Scania offers free fuel-efficiency training and the lessons can be applied widely, even for experienced drivers. Steve Skinner writes

Richard Hammond, the presenter from Top Gear, gives a disclaimer right at the outset of the Scania video on fuel-efficient driving.

“Let’s get something straight right away,” Hammond says.

“We’re not here to teach you how to drive, you’re professional drivers, we know you can already do that”.

What Hammond is there to do, he says, is give new Scania truck drivers some tips on how to save fuel and make the lives of the trucks and themselves a little easier in the process.

What not to do

A poor old rush-and-tear driver named ‘Alex’ is shown racing up to lights and intersections, madly changing gears and revving the guts out of the poor truck. He’s compared with another bloke who does everything smoothly and actually completes the test course quicker than Alex.

The video is part of the training package which comes at no extra cost with all new Scanias bought in Australia.

Operators and their drivers are offered the four-hour ‘peak efficiency program’ with their new truck, and from ATN’s experience of it, they’d be mad not to take up the offer.

Just don’t call it a ‘driver training program’.

“It’s about familiarising the person with how to use everything in the truck correctly to gain fuel efficiency,” Scania’s Master Driver Coach, Alan McDonald, says.SCANIA 086

“Most drivers in big fleets will say they don’t care about fuel, because the company’s paying, but that’s not really the right attitude.”

Scania says that with the right attitude, drivers who undergo the peak efficiency course can achieve at least 10 percent better fuel efficiency. That’s important when fuel can be 40 percent of costs.

Customers can pay extra to have McDonald or one of his colleagues run a three-day defensive driving course if they want, but that’s another story.

For drivers who might be defensive about their driving ability, there’s no need to be insulted by the free familiarisation course.

Scania’s are so full of computerised wizardry that to try and work it out all by yourself – well let’s just say you could get bamboozled, even with the manual.

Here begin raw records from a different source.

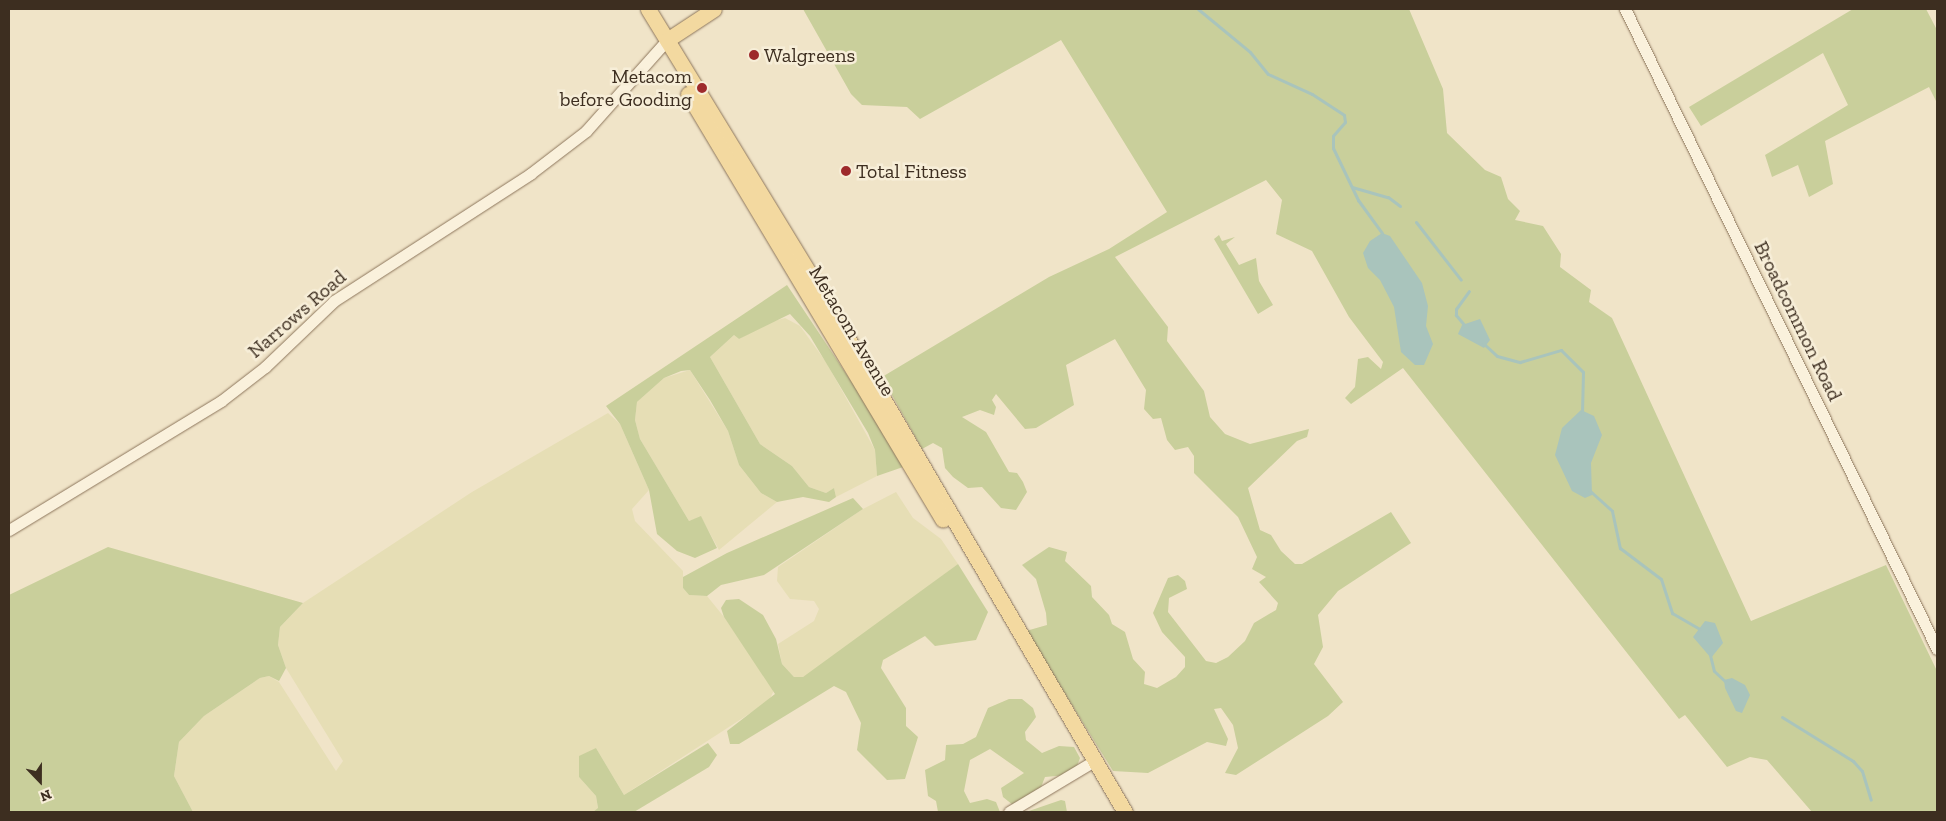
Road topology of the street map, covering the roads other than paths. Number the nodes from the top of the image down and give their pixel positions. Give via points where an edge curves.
1 (638, 9) edge
2 (648, 9) edge
3 (714, 9) edge
4 (1625, 9) edge
5 (664, 44) junction
6 (9, 530) edge
7 (1937, 650) edge
8 (1094, 761) junction
9 (1009, 812) edge
10 (1125, 812) edge

1 - 5 main road, Metacom Avenue
2 - 5 main road, Metacom Avenue
3 - 5 main road
4 - 7 street, Broadcommon Road
5 - 6 street, Narrows Road via 586,131 530,174 334,301 265,367 221,401
5 - 8 main road, Metacom Avenue via 898,448 1040,669
8 - 9 street
8 - 10 main road, Metacom Avenue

It can get pretty eye-glazing at times too when McDonald does a laptop presentation on a screen in a small group format.

But it starts to sink in when you sit in the truck with Alan McDonald pointing things out while you touch buttons and pull little levers, followed by going for a spin with Alan in the passenger seat.

It’s these practical demonstrations he prefers, pointing out there is no inconvenience to a new customer. If a driver has to do deliveries, he can go with them.

The importance of rolling

More about the technology later, but the biggest eye-opener for ATN was the importance of a simple art that can be applied to any truck – back off and let it roll.

This is important as you’re cresting a hill on the highway – there’s no point powering over the top, only to have to wack on all the braking systems down the other side. That’s unnecessary fuel use going up and wear and tear on the brakes going down.

The 20km city circuit we drove on involved a different type of backing off – as you approach roundabouts and traffic lights.SCANIA 007

I thought I was already a very steady driver but it was nothing compared with what McDonald drums into his trainees. Basically it’s a case of by going slower, you go faster.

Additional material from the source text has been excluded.